(Recorded data)

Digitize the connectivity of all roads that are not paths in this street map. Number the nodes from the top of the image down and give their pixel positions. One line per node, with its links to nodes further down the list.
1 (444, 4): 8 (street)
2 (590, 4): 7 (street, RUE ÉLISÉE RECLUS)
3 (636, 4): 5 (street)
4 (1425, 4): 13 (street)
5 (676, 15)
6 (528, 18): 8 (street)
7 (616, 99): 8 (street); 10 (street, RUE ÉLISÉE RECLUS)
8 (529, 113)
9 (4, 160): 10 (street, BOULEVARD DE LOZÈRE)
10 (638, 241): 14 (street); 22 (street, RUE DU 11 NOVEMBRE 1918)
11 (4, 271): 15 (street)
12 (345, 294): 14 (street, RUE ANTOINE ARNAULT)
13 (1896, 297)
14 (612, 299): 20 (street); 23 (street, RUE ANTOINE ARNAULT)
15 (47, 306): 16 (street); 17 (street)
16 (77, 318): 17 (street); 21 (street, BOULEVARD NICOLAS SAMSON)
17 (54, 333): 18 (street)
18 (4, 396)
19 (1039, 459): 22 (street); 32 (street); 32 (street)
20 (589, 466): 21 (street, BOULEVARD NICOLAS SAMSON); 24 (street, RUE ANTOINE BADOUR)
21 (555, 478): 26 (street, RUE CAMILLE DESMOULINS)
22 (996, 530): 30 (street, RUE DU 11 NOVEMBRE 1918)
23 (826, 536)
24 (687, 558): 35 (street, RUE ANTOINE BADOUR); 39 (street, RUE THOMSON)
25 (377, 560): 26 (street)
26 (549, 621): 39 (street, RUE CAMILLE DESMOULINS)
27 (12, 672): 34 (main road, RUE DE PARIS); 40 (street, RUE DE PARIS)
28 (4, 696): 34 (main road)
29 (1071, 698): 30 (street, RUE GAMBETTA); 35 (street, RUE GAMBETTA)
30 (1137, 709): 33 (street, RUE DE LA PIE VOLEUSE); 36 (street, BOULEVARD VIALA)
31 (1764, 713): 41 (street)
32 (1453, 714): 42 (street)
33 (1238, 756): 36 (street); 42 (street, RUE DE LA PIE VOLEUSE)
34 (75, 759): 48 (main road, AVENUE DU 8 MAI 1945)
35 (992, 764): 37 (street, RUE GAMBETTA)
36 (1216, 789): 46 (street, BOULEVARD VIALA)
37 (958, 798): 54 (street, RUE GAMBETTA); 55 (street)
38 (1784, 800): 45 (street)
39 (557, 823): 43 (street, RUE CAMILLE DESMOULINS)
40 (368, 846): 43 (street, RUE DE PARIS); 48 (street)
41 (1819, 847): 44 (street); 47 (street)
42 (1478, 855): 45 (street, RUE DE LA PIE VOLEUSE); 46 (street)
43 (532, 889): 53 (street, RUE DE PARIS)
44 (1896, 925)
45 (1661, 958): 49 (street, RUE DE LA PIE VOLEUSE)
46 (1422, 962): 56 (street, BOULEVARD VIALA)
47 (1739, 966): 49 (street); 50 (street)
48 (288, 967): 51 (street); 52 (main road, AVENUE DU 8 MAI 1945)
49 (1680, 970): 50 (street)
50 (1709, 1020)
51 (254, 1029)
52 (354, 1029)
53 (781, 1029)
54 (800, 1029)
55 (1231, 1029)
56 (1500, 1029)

(End Recorded data)

• Your assignment
Your answer should be the lines of the records that hold the string "RECLUS".

• Task response
2 (590, 4): 7 (street, RUE ÉLISÉE RECLUS)
7 (616, 99): 8 (street); 10 (street, RUE ÉLISÉE RECLUS)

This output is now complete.